• _Task objective_
Below are some records; retype all of them exactly.

• _Data for processing_
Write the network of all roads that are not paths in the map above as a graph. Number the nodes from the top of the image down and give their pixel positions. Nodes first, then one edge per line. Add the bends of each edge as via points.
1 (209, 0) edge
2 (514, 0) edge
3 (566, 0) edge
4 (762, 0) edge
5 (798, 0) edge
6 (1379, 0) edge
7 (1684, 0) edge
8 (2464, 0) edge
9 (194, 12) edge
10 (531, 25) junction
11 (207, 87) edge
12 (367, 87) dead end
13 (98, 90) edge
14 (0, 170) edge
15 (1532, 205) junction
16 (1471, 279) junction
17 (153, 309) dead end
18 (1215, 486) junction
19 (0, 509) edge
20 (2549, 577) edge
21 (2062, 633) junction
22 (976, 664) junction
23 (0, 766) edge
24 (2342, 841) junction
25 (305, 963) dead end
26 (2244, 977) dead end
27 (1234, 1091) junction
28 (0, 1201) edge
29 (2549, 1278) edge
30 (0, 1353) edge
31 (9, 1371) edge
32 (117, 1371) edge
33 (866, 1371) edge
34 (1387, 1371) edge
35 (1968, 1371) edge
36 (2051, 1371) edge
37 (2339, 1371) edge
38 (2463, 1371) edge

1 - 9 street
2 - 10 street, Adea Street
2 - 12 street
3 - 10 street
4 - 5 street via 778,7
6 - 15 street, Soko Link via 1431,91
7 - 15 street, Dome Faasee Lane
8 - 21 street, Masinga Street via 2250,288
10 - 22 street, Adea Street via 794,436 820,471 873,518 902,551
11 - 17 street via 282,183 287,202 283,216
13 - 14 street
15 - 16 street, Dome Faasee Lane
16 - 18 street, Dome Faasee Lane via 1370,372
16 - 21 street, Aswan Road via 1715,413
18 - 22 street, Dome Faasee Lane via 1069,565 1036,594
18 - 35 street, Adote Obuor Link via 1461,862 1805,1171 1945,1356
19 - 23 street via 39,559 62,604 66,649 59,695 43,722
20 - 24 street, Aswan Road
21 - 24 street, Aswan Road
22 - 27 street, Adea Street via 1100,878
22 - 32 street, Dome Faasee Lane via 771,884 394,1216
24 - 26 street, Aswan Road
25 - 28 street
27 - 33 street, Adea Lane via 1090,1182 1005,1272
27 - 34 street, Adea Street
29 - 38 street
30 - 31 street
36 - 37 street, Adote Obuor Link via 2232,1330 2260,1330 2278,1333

• _Reply to the exercise_
Write the network of all roads that are not paths in the map above as a graph. Number the nodes from the top of the image down and give their pixel positions. Nodes first, then one edge per line. Add the bends of each edge as via points.
1 (209, 0) edge
2 (514, 0) edge
3 (566, 0) edge
4 (762, 0) edge
5 (798, 0) edge
6 (1379, 0) edge
7 (1684, 0) edge
8 (2464, 0) edge
9 (194, 12) edge
10 (531, 25) junction
11 (207, 87) edge
12 (367, 87) dead end
13 (98, 90) edge
14 (0, 170) edge
15 (1532, 205) junction
16 (1471, 279) junction
17 (153, 309) dead end
18 (1215, 486) junction
19 (0, 509) edge
20 (2549, 577) edge
21 (2062, 633) junction
22 (976, 664) junction
23 (0, 766) edge
24 (2342, 841) junction
25 (305, 963) dead end
26 (2244, 977) dead end
27 (1234, 1091) junction
28 (0, 1201) edge
29 (2549, 1278) edge
30 (0, 1353) edge
31 (9, 1371) edge
32 (117, 1371) edge
33 (866, 1371) edge
34 (1387, 1371) edge
35 (1968, 1371) edge
36 (2051, 1371) edge
37 (2339, 1371) edge
38 (2463, 1371) edge

1 - 9 street
2 - 10 street, Adea Street
2 - 12 street
3 - 10 street
4 - 5 street via 778,7
6 - 15 street, Soko Link via 1431,91
7 - 15 street, Dome Faasee Lane
8 - 21 street, Masinga Street via 2250,288
10 - 22 street, Adea Street via 794,436 820,471 873,518 902,551
11 - 17 street via 282,183 287,202 283,216
13 - 14 street
15 - 16 street, Dome Faasee Lane
16 - 18 street, Dome Faasee Lane via 1370,372
16 - 21 street, Aswan Road via 1715,413
18 - 22 street, Dome Faasee Lane via 1069,565 1036,594
18 - 35 street, Adote Obuor Link via 1461,862 1805,1171 1945,1356
19 - 23 street via 39,559 62,604 66,649 59,695 43,722
20 - 24 street, Aswan Road
21 - 24 street, Aswan Road
22 - 27 street, Adea Street via 1100,878
22 - 32 street, Dome Faasee Lane via 771,884 394,1216
24 - 26 street, Aswan Road
25 - 28 street
27 - 33 street, Adea Lane via 1090,1182 1005,1272
27 - 34 street, Adea Street
29 - 38 street
30 - 31 street
36 - 37 street, Adote Obuor Link via 2232,1330 2260,1330 2278,1333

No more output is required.